** GIVEN RECORDS **
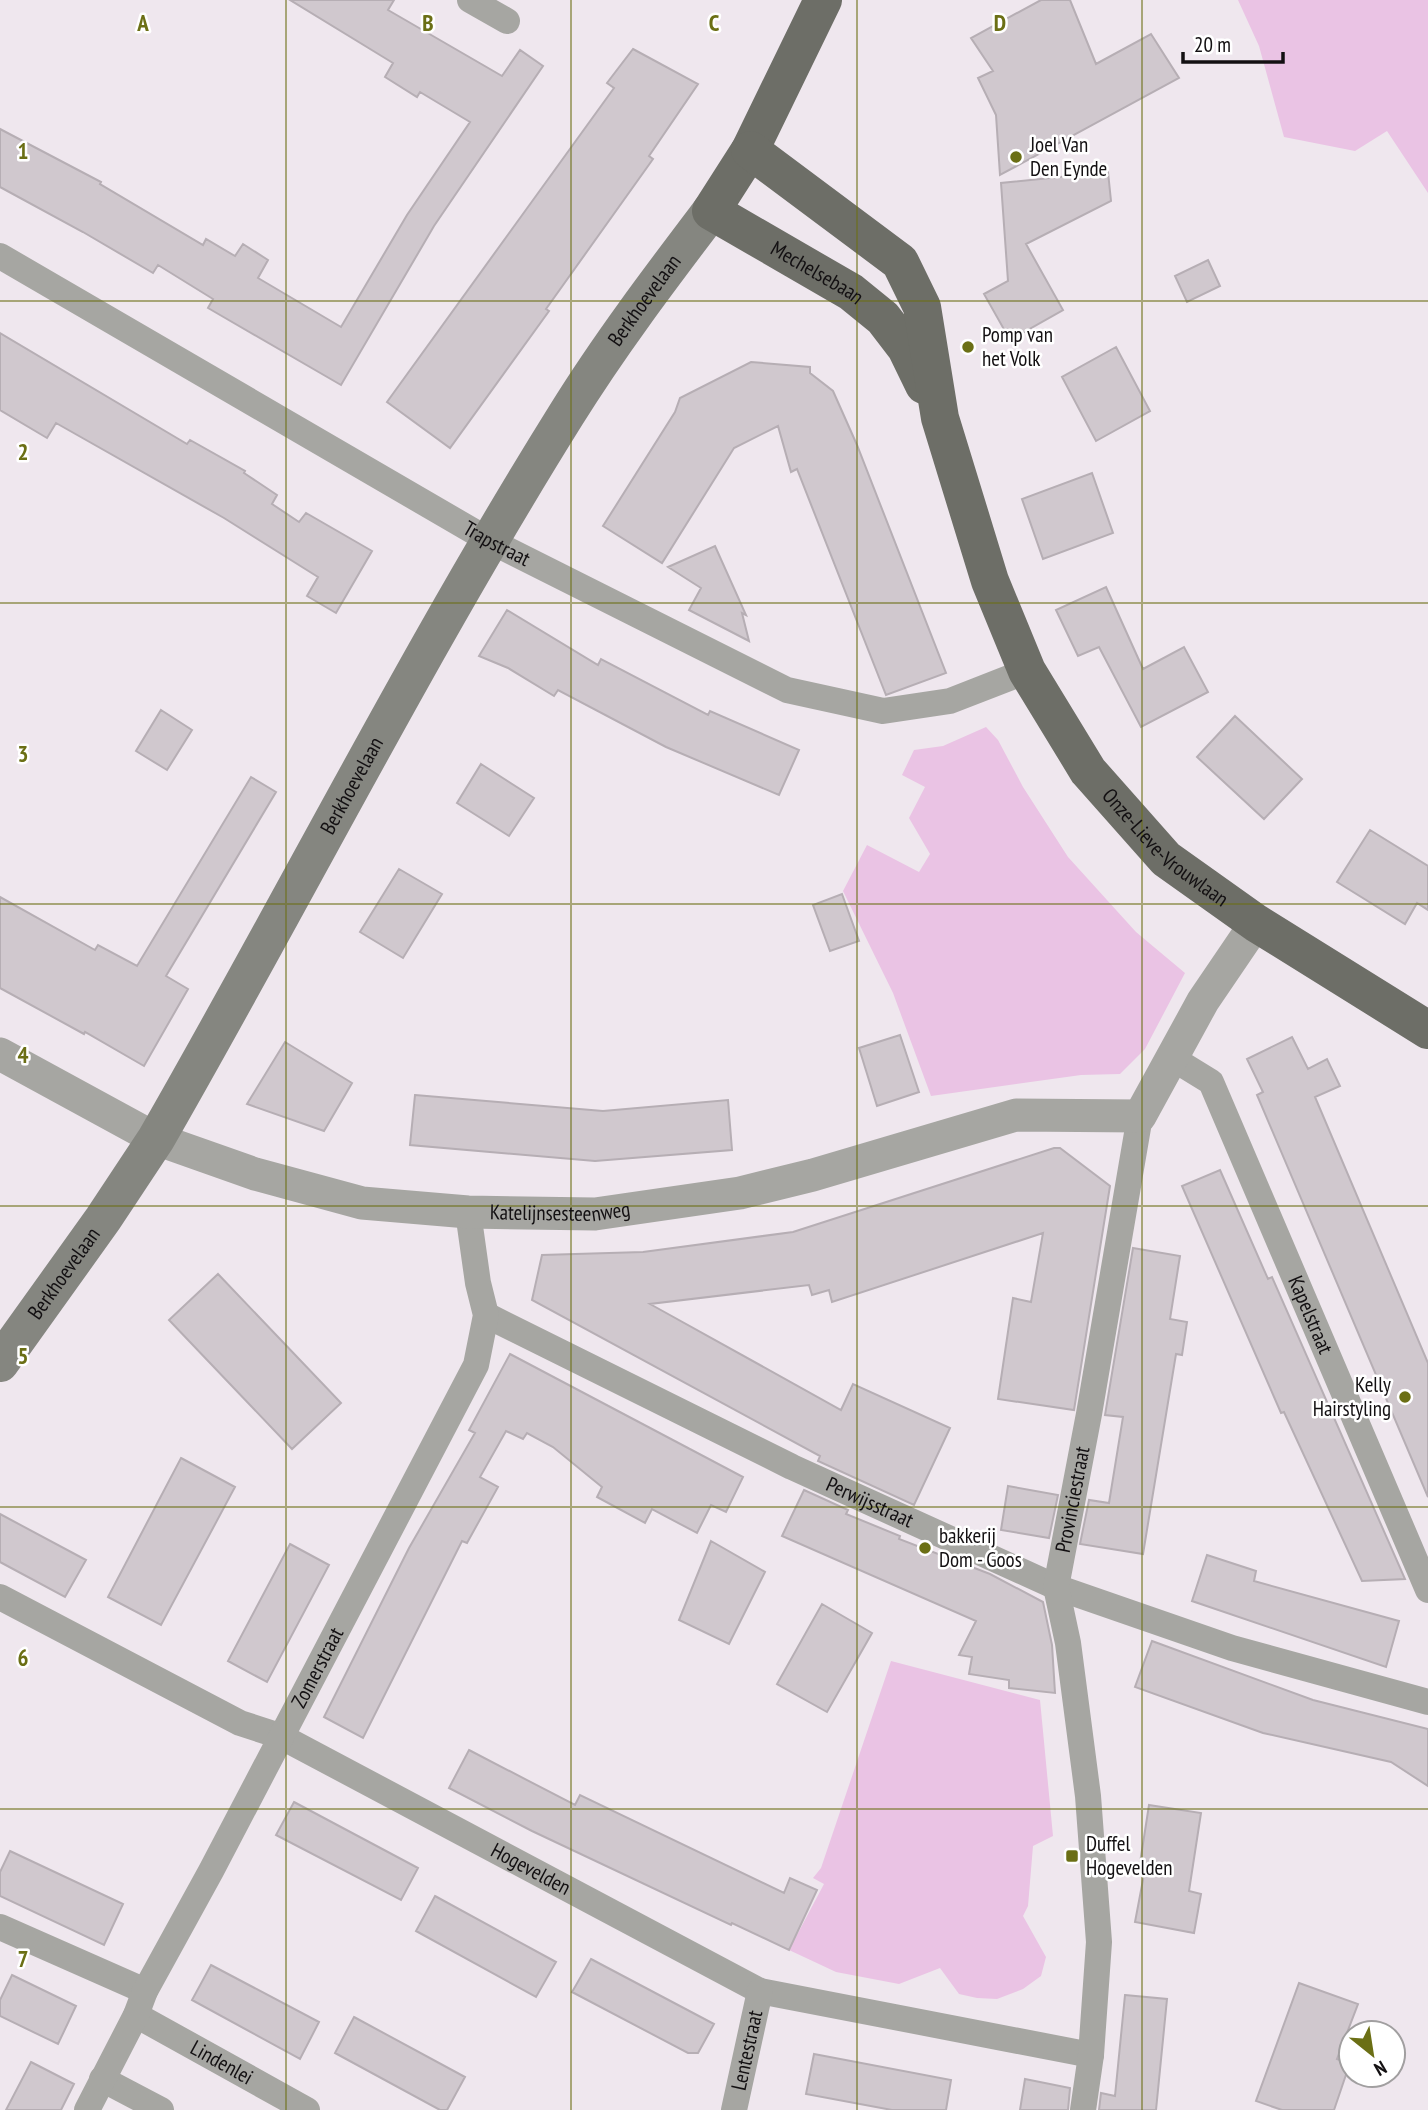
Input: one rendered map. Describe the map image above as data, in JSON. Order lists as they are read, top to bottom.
{
  "streets": {
    "main road": ["Mechelsebaan", "Berkhoevelaan", "Onze-Lieve-Vrouwlaan"],
    "street": [
      "Trapstraat",
      "Katelijnsesteenweg",
      "Kapelstraat",
      "Provinciestraat",
      "Perwijsstraat",
      "Zomerstraat",
      "Hogevelden",
      "Lentestraat",
      "Lindenlei"
    ]
  },
  "crossings": [
    ["Mechelsebaan", "Berkhoevelaan"],
    ["Mechelsebaan", "Onze-Lieve-Vrouwlaan"],
    ["Berkhoevelaan", "Trapstraat"],
    ["Berkhoevelaan", "Katelijnsesteenweg"],
    ["Trapstraat", "Onze-Lieve-Vrouwlaan"],
    ["Onze-Lieve-Vrouwlaan", "Provinciestraat"],
    ["Katelijnsesteenweg", "Provinciestraat"],
    ["Katelijnsesteenweg", "Zomerstraat"],
    ["Kapelstraat", "Provinciestraat"],
    ["Provinciestraat", "Perwijsstraat"],
    ["Provinciestraat", "Hogevelden"],
    ["Perwijsstraat", "Zomerstraat"],
    ["Zomerstraat", "Hogevelden"],
    ["Zomerstraat", "Lindenlei"],
    ["Hogevelden", "Lentestraat"]
  ],
  "places": {
    "other": [
      "Joel Van Den Eynde",
      "Pomp van het Volk",
      "Kelly Hairstyling",
      "bakkerij Dom - Goos"
    ],
    "transit": ["Duffel Hogevelden"]
  },
  "scale_bar": "20 m",
  "north": "bottom right",
  "grid": {
    "columns": [
      "A",
      "B",
      "C",
      "D"
    ],
    "rows": [
      "1",
      "2",
      "3",
      "4",
      "5",
      "6",
      "7"
    ]
  }
}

** WHAT IS REQUIRED **
One number is the expected answer: the count of lines above that hold the word "Provinciestraat".

** EXERCISE RESPONSE **
6